More importantly, there is also an International (euro) bond market called the Eurobond Market. The key distinguishing features of the Eurobond Market is such that, i) at the time of issuance, the bonds are offered simultaneously to all investors in several countries, ii) the bonds are issued outside of the jurisdiction of any single country and iii) they are issued in a currency different to that of the country where the bonds are issued. Recall that, in recent times, the Government of Ghana has been on the international market looking for funding to support Budget deficit, this will be classified as a Eurobond.
Interest rates on bonds are called coupons and usually classified into fixed-rate bond or Floating rate bonds. Bonds mostly have fixed coupons. So, despite the term ‘fixed income’ instruments they can also have floating coupons or even no coupons at all. Fixed (Coupon) Rate bonds pay regular coupon over a life of the bond and faced value repaid at maturity, redeemed at par and makes up the majority of the world`s bond market.
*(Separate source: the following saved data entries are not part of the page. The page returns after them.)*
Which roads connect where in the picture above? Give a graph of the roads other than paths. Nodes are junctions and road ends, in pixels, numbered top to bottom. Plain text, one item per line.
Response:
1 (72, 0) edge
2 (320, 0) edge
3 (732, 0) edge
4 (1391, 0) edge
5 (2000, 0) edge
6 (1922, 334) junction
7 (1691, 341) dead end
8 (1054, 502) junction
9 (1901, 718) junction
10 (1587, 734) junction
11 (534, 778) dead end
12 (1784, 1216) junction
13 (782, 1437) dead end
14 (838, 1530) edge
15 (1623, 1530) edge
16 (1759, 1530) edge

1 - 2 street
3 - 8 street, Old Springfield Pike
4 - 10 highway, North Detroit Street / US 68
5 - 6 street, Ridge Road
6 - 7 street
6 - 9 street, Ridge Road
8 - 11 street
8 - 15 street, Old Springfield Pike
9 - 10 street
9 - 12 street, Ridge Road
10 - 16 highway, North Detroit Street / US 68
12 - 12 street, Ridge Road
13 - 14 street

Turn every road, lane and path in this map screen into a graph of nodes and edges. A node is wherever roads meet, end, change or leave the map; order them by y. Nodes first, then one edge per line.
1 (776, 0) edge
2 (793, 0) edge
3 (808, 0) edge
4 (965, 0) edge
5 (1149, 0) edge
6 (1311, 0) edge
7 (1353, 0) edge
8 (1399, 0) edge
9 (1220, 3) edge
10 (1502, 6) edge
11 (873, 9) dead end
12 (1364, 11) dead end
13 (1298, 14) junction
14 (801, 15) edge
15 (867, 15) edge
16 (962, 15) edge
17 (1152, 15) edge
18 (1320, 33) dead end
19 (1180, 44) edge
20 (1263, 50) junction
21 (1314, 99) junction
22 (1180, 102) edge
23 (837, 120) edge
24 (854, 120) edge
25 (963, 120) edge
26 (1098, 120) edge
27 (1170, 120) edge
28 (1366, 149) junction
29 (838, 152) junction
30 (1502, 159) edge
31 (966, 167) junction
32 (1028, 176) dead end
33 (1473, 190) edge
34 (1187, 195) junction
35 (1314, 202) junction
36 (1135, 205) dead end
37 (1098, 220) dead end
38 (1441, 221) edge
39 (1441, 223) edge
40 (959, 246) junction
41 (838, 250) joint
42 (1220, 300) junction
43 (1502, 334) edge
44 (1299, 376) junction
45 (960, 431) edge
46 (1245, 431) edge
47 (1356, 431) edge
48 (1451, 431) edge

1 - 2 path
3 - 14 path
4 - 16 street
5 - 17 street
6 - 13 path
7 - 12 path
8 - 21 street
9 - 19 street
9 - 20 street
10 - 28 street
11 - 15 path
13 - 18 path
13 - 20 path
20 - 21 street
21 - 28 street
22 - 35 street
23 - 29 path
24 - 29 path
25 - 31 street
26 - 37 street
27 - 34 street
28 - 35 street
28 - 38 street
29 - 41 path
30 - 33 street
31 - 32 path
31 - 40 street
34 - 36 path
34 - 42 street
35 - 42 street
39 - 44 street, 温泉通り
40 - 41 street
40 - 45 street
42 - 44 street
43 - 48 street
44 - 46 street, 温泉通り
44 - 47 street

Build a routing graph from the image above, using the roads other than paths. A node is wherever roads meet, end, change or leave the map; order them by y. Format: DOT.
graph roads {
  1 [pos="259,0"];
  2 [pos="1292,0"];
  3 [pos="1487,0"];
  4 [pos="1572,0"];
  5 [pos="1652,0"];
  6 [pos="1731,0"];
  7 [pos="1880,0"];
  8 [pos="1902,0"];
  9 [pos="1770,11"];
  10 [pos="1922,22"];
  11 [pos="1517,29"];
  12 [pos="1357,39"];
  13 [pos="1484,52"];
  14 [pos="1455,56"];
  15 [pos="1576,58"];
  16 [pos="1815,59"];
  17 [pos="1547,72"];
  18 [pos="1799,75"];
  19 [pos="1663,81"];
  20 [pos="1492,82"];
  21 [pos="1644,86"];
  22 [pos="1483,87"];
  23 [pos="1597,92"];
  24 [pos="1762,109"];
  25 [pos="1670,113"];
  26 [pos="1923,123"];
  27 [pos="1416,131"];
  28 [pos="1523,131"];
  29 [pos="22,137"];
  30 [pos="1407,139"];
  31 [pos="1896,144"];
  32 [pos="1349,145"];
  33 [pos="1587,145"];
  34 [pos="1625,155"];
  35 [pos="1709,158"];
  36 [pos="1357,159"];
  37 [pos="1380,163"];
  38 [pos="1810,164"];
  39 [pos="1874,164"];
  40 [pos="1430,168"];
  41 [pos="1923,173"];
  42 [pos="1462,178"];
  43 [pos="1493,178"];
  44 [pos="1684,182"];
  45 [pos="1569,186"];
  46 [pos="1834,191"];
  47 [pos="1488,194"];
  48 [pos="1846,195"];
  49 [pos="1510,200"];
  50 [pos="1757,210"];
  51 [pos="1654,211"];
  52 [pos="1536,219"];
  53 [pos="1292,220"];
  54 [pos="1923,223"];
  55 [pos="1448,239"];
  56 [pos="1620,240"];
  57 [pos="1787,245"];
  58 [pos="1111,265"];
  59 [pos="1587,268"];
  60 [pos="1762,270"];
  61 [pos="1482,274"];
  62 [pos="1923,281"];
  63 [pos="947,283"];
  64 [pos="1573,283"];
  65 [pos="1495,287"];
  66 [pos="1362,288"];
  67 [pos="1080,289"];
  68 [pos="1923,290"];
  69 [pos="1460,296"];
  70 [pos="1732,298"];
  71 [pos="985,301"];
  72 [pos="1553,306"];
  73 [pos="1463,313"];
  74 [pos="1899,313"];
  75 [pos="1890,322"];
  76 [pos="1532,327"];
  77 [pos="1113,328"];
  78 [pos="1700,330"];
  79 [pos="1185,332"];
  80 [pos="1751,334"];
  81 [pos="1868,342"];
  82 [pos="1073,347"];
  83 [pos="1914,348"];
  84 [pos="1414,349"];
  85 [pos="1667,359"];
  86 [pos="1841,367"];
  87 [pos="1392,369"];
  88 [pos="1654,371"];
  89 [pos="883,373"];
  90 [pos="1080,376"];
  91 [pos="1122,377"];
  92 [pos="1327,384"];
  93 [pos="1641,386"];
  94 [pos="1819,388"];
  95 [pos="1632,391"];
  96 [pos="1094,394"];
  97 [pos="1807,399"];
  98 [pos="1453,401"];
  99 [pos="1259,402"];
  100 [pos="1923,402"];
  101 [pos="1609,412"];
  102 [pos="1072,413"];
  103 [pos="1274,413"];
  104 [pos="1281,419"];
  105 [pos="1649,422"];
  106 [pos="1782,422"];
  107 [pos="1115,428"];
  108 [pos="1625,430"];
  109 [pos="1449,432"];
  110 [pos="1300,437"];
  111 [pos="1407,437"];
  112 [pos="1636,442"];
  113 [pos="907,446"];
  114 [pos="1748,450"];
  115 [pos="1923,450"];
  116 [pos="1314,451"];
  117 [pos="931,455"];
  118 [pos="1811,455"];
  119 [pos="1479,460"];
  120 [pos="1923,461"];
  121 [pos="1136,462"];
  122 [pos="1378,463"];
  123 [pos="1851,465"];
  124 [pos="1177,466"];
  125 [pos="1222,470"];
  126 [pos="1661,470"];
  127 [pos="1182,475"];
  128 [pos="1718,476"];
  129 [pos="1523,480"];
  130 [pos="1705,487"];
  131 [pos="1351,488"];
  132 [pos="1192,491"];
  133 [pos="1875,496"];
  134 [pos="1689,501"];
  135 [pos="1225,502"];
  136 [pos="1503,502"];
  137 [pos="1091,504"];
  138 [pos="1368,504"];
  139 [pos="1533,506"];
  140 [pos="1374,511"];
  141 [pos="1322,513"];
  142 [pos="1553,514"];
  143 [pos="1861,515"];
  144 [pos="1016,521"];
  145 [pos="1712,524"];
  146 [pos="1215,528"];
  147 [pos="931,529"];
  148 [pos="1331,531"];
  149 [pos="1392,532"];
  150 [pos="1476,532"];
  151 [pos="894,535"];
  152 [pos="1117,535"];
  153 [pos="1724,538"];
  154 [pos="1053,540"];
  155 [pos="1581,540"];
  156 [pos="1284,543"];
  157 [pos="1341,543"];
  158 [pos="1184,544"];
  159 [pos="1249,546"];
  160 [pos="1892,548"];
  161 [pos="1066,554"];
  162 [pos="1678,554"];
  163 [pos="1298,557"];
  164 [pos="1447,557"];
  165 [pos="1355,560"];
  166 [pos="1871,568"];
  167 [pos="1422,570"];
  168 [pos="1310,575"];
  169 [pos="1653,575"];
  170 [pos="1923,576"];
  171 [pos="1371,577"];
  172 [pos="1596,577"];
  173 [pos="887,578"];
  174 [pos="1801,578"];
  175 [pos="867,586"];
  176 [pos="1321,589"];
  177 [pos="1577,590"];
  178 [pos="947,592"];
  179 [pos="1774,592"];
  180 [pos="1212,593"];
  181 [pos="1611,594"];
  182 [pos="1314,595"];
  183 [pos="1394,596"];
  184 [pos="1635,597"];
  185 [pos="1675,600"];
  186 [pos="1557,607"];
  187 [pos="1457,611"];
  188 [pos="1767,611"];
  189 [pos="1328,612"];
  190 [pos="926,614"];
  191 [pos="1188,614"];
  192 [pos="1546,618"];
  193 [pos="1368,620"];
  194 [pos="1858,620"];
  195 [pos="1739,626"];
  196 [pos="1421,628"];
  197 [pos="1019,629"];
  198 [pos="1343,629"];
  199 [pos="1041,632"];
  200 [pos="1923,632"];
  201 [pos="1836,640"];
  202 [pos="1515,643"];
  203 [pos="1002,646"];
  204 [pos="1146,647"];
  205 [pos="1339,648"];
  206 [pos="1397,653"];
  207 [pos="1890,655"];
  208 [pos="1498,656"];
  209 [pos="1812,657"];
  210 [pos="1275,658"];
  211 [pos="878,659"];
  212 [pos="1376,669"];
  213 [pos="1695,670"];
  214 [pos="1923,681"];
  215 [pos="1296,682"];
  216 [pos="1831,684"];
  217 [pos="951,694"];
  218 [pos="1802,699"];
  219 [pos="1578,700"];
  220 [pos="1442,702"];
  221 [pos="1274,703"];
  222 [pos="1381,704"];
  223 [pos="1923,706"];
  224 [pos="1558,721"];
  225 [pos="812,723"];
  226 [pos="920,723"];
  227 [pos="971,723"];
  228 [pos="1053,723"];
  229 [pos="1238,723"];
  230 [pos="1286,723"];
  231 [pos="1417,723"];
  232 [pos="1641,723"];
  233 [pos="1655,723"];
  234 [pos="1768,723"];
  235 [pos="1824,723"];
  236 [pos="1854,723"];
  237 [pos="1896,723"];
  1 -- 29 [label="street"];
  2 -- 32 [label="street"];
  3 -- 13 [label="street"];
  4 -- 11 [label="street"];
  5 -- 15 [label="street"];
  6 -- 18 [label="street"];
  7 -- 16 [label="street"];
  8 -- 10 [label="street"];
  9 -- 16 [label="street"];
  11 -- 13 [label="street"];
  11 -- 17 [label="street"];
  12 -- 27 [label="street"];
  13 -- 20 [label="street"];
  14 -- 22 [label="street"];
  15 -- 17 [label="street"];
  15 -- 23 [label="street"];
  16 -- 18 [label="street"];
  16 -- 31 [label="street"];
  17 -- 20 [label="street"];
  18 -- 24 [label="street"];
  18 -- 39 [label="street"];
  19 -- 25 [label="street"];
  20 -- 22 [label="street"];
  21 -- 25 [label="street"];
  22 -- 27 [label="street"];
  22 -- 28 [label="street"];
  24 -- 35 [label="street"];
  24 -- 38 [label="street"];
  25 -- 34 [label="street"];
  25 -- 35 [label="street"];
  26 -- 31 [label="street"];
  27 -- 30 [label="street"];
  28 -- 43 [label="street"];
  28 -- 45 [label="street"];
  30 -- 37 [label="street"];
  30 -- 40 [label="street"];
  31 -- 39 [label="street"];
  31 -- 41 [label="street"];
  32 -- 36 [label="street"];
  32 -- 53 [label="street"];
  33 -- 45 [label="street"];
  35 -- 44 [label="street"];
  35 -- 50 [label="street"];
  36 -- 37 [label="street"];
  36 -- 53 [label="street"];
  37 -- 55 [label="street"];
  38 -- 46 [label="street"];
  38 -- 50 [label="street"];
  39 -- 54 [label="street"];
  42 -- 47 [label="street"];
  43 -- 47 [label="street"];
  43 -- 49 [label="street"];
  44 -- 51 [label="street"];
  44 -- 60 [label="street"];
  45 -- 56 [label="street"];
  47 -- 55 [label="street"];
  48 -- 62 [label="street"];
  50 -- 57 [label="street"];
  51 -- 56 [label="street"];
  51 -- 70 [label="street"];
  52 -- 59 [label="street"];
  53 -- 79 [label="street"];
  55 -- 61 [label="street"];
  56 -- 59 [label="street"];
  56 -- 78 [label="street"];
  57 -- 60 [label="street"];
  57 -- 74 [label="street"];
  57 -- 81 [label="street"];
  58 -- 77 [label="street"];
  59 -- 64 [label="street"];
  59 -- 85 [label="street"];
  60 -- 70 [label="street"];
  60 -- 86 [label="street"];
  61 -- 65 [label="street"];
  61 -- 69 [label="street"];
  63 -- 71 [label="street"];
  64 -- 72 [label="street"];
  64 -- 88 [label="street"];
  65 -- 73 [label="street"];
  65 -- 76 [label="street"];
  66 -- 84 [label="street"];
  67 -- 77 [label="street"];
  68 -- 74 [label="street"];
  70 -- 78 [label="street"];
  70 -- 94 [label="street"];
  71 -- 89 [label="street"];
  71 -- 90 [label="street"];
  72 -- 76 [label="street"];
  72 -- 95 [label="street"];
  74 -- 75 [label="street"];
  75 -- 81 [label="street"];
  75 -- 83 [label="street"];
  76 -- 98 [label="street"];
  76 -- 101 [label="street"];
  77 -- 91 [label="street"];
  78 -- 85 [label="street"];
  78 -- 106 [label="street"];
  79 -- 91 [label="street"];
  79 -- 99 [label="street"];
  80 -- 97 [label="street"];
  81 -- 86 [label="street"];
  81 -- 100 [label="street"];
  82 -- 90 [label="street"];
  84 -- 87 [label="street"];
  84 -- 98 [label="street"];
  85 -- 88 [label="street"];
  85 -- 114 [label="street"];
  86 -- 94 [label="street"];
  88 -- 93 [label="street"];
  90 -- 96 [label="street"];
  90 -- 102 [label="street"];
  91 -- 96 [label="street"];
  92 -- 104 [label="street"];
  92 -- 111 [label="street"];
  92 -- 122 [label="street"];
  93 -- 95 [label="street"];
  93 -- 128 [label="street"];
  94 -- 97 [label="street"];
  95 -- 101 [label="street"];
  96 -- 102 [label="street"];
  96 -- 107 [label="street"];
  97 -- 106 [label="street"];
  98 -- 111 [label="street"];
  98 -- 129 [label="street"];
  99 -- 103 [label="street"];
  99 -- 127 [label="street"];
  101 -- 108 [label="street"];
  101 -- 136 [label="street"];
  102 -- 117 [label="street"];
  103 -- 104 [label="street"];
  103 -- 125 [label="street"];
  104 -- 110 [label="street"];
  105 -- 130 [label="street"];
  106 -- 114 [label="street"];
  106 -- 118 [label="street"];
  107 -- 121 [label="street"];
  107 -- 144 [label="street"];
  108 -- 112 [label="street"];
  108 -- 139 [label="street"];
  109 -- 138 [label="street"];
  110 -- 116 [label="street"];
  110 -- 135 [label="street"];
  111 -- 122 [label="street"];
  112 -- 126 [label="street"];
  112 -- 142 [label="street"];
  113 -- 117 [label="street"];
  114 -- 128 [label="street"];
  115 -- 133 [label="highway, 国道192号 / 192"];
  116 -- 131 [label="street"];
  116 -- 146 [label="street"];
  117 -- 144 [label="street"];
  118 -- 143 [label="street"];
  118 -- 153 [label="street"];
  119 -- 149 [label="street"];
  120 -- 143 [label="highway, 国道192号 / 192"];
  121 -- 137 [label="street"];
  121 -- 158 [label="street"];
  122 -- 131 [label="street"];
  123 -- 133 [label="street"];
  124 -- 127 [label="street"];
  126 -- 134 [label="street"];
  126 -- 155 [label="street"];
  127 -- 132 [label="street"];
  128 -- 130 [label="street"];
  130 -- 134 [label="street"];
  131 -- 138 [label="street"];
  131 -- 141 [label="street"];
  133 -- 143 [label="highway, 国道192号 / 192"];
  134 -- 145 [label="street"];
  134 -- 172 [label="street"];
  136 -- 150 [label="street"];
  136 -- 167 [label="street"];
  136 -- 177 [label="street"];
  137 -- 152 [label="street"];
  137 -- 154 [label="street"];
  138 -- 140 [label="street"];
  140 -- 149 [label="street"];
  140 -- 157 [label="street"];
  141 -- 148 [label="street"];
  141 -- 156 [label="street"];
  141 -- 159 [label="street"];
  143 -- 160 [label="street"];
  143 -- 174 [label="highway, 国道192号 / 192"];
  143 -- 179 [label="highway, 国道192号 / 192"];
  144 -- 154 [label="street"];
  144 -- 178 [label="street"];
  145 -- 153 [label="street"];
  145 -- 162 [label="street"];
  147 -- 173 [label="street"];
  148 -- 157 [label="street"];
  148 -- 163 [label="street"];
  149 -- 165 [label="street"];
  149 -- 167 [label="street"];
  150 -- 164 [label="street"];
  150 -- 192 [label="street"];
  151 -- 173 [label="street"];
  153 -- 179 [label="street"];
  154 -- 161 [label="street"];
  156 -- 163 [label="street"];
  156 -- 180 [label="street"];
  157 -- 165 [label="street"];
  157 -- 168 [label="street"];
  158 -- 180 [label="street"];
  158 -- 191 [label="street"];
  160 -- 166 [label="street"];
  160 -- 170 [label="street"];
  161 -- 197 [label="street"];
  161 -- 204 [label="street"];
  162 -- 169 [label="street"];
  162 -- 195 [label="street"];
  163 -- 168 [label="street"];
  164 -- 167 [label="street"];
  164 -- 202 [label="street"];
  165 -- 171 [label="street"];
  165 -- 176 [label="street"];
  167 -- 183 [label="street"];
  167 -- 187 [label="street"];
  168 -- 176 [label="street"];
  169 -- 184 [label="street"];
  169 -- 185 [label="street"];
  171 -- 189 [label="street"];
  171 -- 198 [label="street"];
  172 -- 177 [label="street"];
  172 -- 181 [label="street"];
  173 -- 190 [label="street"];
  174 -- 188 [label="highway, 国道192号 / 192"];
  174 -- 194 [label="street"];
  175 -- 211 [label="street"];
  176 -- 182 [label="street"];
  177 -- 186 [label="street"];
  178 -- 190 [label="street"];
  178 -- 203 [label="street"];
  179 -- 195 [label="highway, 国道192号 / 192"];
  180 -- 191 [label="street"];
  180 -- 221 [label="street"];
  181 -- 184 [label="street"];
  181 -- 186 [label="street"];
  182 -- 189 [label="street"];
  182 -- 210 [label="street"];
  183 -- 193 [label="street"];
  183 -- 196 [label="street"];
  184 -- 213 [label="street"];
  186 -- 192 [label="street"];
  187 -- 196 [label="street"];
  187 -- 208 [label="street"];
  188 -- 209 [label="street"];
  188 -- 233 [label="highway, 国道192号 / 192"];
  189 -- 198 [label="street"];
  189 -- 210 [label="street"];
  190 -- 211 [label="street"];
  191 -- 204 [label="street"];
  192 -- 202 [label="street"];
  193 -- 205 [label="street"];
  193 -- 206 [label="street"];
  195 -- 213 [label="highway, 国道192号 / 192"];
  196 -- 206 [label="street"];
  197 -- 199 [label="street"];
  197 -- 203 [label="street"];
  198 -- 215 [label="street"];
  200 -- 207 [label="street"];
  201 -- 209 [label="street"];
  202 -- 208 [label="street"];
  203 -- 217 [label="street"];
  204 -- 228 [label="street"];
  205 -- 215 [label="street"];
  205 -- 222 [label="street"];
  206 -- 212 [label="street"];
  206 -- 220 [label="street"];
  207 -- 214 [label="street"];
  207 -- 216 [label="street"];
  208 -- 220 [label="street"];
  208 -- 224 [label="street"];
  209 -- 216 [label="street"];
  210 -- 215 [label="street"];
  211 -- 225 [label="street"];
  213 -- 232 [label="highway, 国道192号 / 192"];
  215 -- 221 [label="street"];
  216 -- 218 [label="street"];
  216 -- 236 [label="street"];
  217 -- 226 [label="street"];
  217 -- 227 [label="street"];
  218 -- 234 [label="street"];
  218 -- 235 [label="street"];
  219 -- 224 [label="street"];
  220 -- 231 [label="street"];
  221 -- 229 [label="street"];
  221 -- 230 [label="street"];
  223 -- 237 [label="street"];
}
Whenever bonds are also issued at adjustable coupon are called floating rate bonds or Floating Rate Notes (FRN). It means that instead of having a fixed and certain coupon set up-front, their interest payment is linked to a pre-specified reference such as LIBOR. For such bonds, the interest rates are aligned to market rates. Some bonds are also issued at Zero-Coupon rates which means that bonds pay no coupons and due to this nature, the bonds are purchased at discount to the nominal value and redeemed at Par value at maturity. In effect, they don’t pay interest for the life of the bond.
Some types of bonds
Bonds issued come in different structures. A callable bond is issued with a provision that gives the issuer the right to buy back all or part of the bond prior to maturity. The issuer continues to pay coupons while the bond exists and ensures provisions are made to cater for instances where the bond can be called.
Convertible bonds are bonds issued as a hybrid between debt and equity. This means that such bonds may be converted into a specific number of ordinary shares of the issuer at the choice of the investors. Important to note that this type of bond is not so common.
Unlike the types of bonds above, Index-linked bond issued is linked to inflation. Such bonds offer investors protection against any unexpected levels of inflation through the adjustment of Principal (or Coupon) to reflect the change in the inflation rate. In effects, investors are protected against high levels of inflation. For instance, assuming inflation in Ghana is hovering around 10.2%, the returns are linked to an inflation index.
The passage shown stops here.